Installation | Configuration | Datasets | Visualization | Publications | License
Official PyTorch repository for some of TRI's latest publications, including self-supervised learning, multi-view geometry, and depth estimation. Our goal is to provide a clean environment to reproduce our results and facilitate further research in this field. This repository is an updated version of PackNet-SfM, our previous monocular depth estimation repository, featuring a different license.
(Experimental) For convenient inference, we provide a growing list of our models (ZeroDepth, PackNet, DeFiNe) model over torchhub without installation.
import torch
zerodepth_model = torch.hub.load("TRI-ML/vidar", "ZeroDepth", pretrained=True, trust_repo=True)
intrinsics = torch.tensor(np.load('examples/ddad_intrinsics.npy')).unsqueeze(0)
rgb = torch.tensor(imread('examples/ddad_sample.png')).permute(2,0,1).unsqueeze(0)/255.
depth_pred = zerodepth_model(rgb, intrinsics)
PackNet is a self-supervised monocular depth estimation model, to load a model trained on KITTI and run inference on an RGB image:
import torch
packnet_model = torch.hub.load("TRI-ML/vidar", "PackNet", pretrained=True, trust_repo=True)

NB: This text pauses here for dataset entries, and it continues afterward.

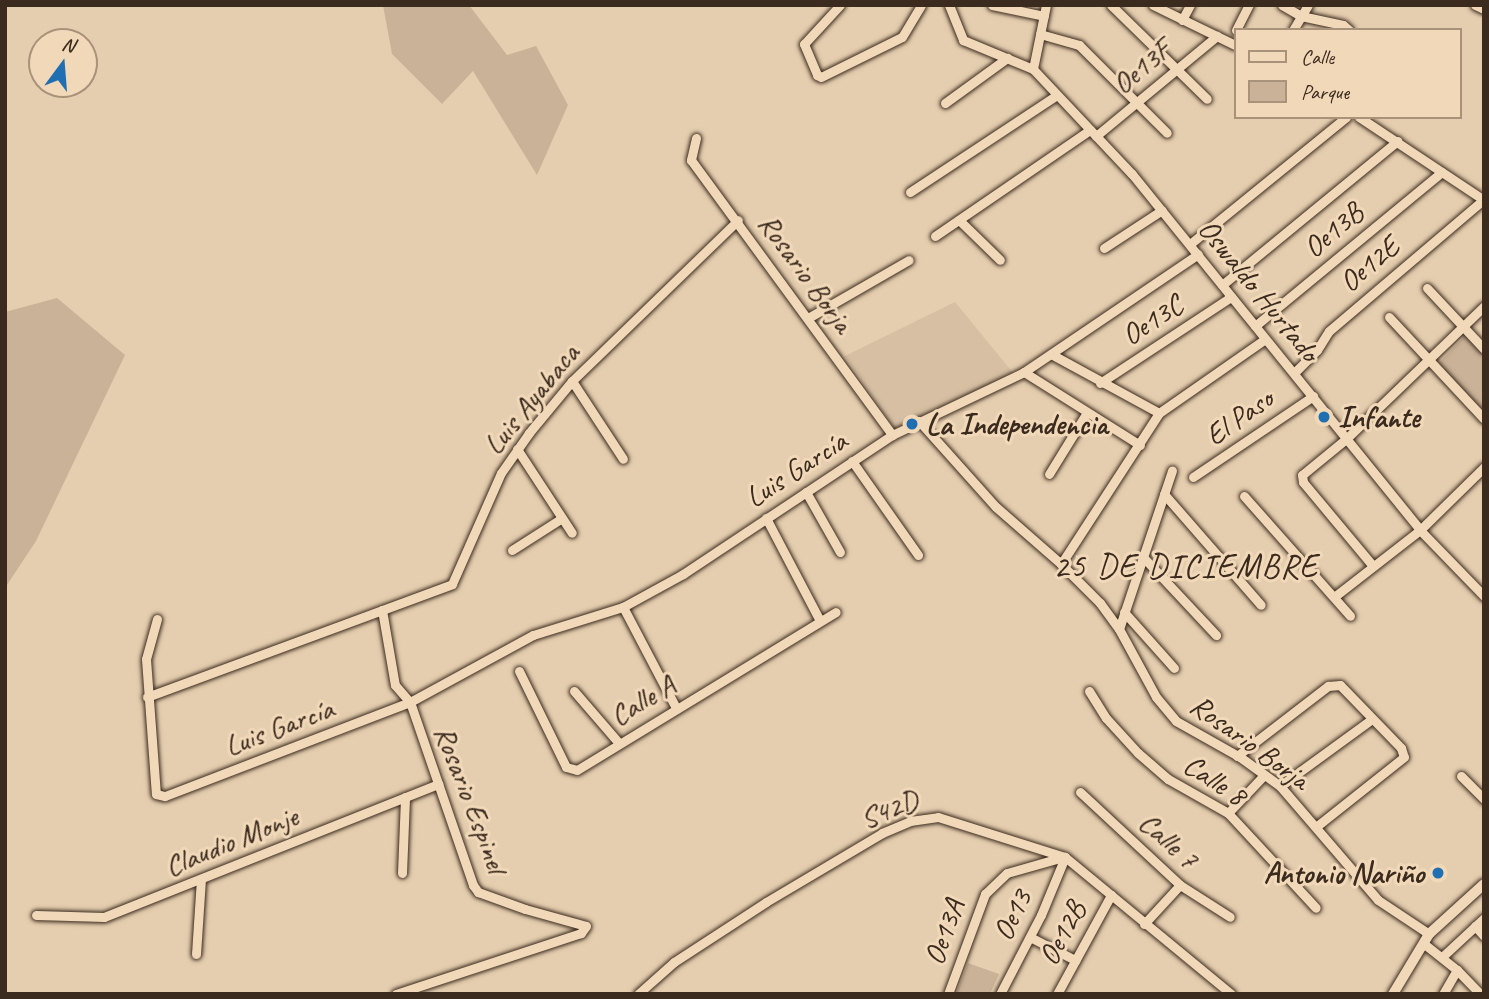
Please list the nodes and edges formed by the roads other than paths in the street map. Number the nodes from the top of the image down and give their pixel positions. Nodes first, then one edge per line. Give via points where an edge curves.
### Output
1 (840, 5) edge
2 (922, 5) edge
3 (949, 5) edge
4 (992, 5) edge
5 (1046, 5) edge
6 (1111, 5) edge
7 (1153, 5) edge
8 (1190, 5) edge
9 (1249, 5) edge
10 (1282, 5) edge
11 (1308, 5) edge
12 (1475, 5) edge
13 (1484, 9) edge
14 (1044, 16) junction
15 (1301, 16) junction
16 (1182, 20) junction
17 (1237, 28) edge
18 (1294, 28) edge
19 (1347, 28) edge
20 (1040, 34) junction
21 (1217, 36) junction
22 (1232, 43) edge
23 (1007, 58) junction
24 (1033, 69) junction
25 (1177, 69) junction
26 (1057, 95) junction
27 (1208, 99) dead end
28 (945, 103) dead end
29 (1136, 103) junction
30 (1344, 119) edge
31 (1362, 119) edge
32 (1093, 133) junction
33 (1167, 133) dead end
34 (696, 138) dead end
35 (1397, 141) junction
36 (1442, 172) junction
37 (910, 192) dead end
38 (1483, 200) edge
39 (1162, 210) junction
40 (738, 220) junction
41 (959, 220) junction
42 (935, 236) dead end
43 (1190, 244) junction
44 (1104, 248) dead end
45 (1198, 254) junction
46 (909, 260) dead end
47 (1000, 260) dead end
48 (1222, 285) junction
49 (1427, 288) dead end
50 (1231, 297) junction
51 (1484, 306) edge
52 (1389, 317) dead end
53 (808, 318) junction
54 (1255, 326) junction
55 (1463, 326) junction
56 (1265, 339) junction
57 (1484, 349) edge
58 (1051, 354) junction
59 (1428, 359) junction
60 (1024, 372) junction
61 (1294, 372) junction
62 (572, 381) junction
63 (1100, 383) junction
64 (1312, 396) junction
65 (1086, 414) junction
66 (1159, 414) junction
67 (1484, 419) edge
68 (919, 421) junction
69 (892, 435) junction
70 (1347, 439) junction
71 (1140, 445) junction
72 (517, 449) junction
73 (623, 459) dead end
74 (852, 461) junction
75 (1484, 467) edge
76 (1172, 471) dead end
77 (1049, 474) dead end
78 (1193, 477) dead end
79 (806, 492) junction
80 (1164, 494) junction
81 (1244, 496) dead end
82 (562, 518) junction
83 (766, 518) junction
84 (1420, 530) junction
85 (572, 533) dead end
86 (512, 550) dead end
87 (840, 552) dead end
88 (918, 555) dead end
89 (1143, 557) junction
90 (1061, 564) junction
91 (1373, 566) junction
92 (1484, 596) edge
93 (1334, 597) junction
94 (1261, 605) dead end
95 (623, 607) junction
96 (382, 610) junction
97 (836, 612) dead end
98 (1124, 612) junction
99 (1350, 616) dead end
100 (157, 619) dead end
101 (820, 621) junction
102 (1119, 629) junction
103 (1216, 635) dead end
104 (1174, 668) dead end
105 (519, 671) dead end
106 (574, 691) dead end
107 (1089, 691) dead end
108 (147, 697) junction
109 (410, 702) junction
110 (676, 708) junction
111 (1372, 719) junction
112 (618, 742) junction
113 (1237, 756) junction
114 (1264, 775) junction
115 (1461, 776) dead end
116 (438, 784) junction
117 (1280, 786) junction
118 (1080, 792) dead end
119 (405, 797) junction
120 (1484, 799) edge
121 (1228, 813) junction
122 (1317, 826) junction
123 (1065, 857) junction
124 (402, 873) dead end
125 (201, 879) junction
126 (1484, 884) edge
127 (1180, 885) junction
128 (1111, 895) junction
129 (1316, 908) dead end
130 (36, 915) dead end
131 (1230, 917) dead end
132 (1484, 918) edge
133 (1144, 924) junction
134 (1475, 926) junction
135 (1484, 936) edge
136 (1030, 937) junction
137 (1426, 938) junction
138 (196, 954) dead end
139 (1442, 957) junction
140 (1074, 960) junction
141 (1457, 970) junction
142 (1484, 980) edge
143 (1477, 991) edge
144 (397, 994) edge
145 (638, 994) edge
146 (948, 994) edge
147 (1000, 994) edge
148 (1057, 994) edge
149 (1231, 994) edge
150 (1393, 994) edge
151 (1444, 994) edge

1 - 2 street via 804,44 821,77 902,37
3 - 23 street via 963,40
4 - 14 street
5 - 14 street
6 - 25 street
7 - 16 street
8 - 16 street
9 - 17 street
10 - 15 street
11 - 15 street
12 - 13 street
14 - 20 street
15 - 18 street
15 - 19 street
16 - 21 street
20 - 24 street
20 - 29 street via 1073,41
21 - 22 street
21 - 25 street, Oe13F
23 - 24 street
23 - 28 street
24 - 26 street, Oswaldo Hurtado
25 - 27 street
25 - 29 street, Oe13F
26 - 32 street, Oswaldo Hurtado
26 - 37 street
29 - 32 street, Oe13F
29 - 33 street
30 - 43 street
31 - 35 street
32 - 39 street, Oswaldo Hurtado
32 - 41 street, Oe13F
34 - 40 street, Rosario Borja via 691,160
35 - 36 street
35 - 48 street
36 - 38 street
36 - 54 street, Oe13B
38 - 61 street, Oe12E via 1329,331
39 - 43 street, Oswaldo Hurtado
39 - 44 street
40 - 53 street, Rosario Borja
40 - 62 street, Luis Ayabaca
41 - 42 street, Oe13F
41 - 47 street
43 - 45 street, Oswaldo Hurtado
45 - 48 street, Oswaldo Hurtado
45 - 58 street, Luis García
46 - 53 street
48 - 50 street, Oswaldo Hurtado
49 - 55 street
50 - 54 street, Oswaldo Hurtado
50 - 63 street, Oe13C
51 - 55 street
52 - 59 street
53 - 69 street, Rosario Borja
54 - 56 street, Oswaldo Hurtado
55 - 57 street
55 - 59 street
56 - 61 street, Oswaldo Hurtado
56 - 66 street
58 - 60 street, Luis García
58 - 63 street
59 - 67 street
59 - 70 street
60 - 65 street
60 - 68 street, Luis García
61 - 64 street, Oswaldo Hurtado
62 - 72 street, Luis Ayabaca
62 - 73 street
63 - 66 street
64 - 70 street, Oswaldo Hurtado
64 - 78 street, El Paso
65 - 71 street
65 - 77 street
66 - 71 street
68 - 69 street, Luis García
68 - 90 street, Rosario Borja via 996,507
69 - 74 street, Luis García
70 - 84 street, Oswaldo Hurtado
70 - 91 street via 1301,478
71 - 90 street
72 - 82 street
72 - 96 street, Luis Ayabaca via 501,473 452,584
74 - 79 street, Luis García
74 - 88 street
75 - 84 street
76 - 80 street
79 - 83 street, Luis García
79 - 87 street
80 - 89 street
80 - 94 street
81 - 93 street
82 - 85 street
82 - 86 street
83 - 95 street, Luis García via 683,574
83 - 101 street
84 - 91 street
84 - 92 street, Oswaldo Hurtado
89 - 98 street
89 - 103 street
90 - 102 street, Rosario Borja
91 - 93 street
93 - 99 street
95 - 109 street, Luis García via 533,635
95 - 110 street
96 - 108 street, Luis Ayabaca
96 - 109 street via 396,685
97 - 101 street, Calle A
98 - 102 street
98 - 104 street
100 - 108 street via 146,659
101 - 110 street, Calle A
102 - 113 street, Rosario Borja via 1156,697 1175,721
105 - 112 street, Calle A via 567,768 577,770
106 - 112 street
107 - 121 street, Calle 8 via 1106,718 1157,771
108 - 109 street, Luis García via 154,790 159,796
109 - 116 street, Rosario Espinel
110 - 112 street, Calle A
111 - 113 street via 1334,683
111 - 117 street
111 - 122 street via 1401,748 1404,757
113 - 114 street, Rosario Borja
114 - 117 street, Rosario Borja
114 - 121 street
115 - 120 street
116 - 119 street, Claudio Monje
116 - 144 street, Rosario Espinel via 478,892 581,922 586,928
117 - 122 street, Rosario Borja
118 - 127 street, Calle 7
119 - 124 street
119 - 125 street, Claudio Monje
121 - 129 street, Calle 8
122 - 137 street, Rosario Borja via 1378,900
123 - 128 street, S42D
123 - 136 street, Oe13
123 - 145 street, S42D via 938,817 910,821 766,902 674,962
123 - 146 street, Oe13A via 1007,873 985,894
125 - 130 street, Claudio Monje via 104,917
125 - 138 street
126 - 137 street
127 - 131 street, Calle 7
127 - 133 street
128 - 133 street, S42D
128 - 140 street, Oe12B
132 - 134 street
133 - 149 street, S42D
134 - 135 street
134 - 139 street
136 - 140 street
136 - 147 street, Oe13
137 - 139 street, Rosario Borja
137 - 150 street
139 - 141 street, Rosario Borja
140 - 148 street, Oe12B
141 - 143 street, Rosario Borja
141 - 151 street
142 - 143 street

rgb = torch.tensor(imread('examples/ddad_sample.png')).permute(2,0,1).unsqueeze(0)/255.
depth_pred = model(rgb_image)
DeFiNe is a multi-view depth estimation model, to load a model trained on Scannet and run inference on multiple posed RGB images:
import torch
define_model = torch.hub.load("TRI-ML/vidar", "DeFiNe", pretrained=True, trust_repo=True)
frames = {}
frames["rgb"] = # a list of frames as 13HW torch.tensors
frames["intrinsics"] = # a list of 133 torch.tensor intrinsics matrices (one for each image)
frames["pose"] = # a batch of 144 relative poses to reference frame (one will be identity)
depth_preds = define_model(frames) # list of depths, one for each frame
We recommend using our provided dockerfile (see nvidia-docker2 instructions) to have a reproducible environment. To set up the repository, type in a terminal (only tested in Ubuntu 18.04):
git clone --recurse-submodules https://github.com/TRI-ML/vidar.git # Clone repository with submodules
cd vidar # Move to repository folder
make docker-build # Build the docker image (recommended)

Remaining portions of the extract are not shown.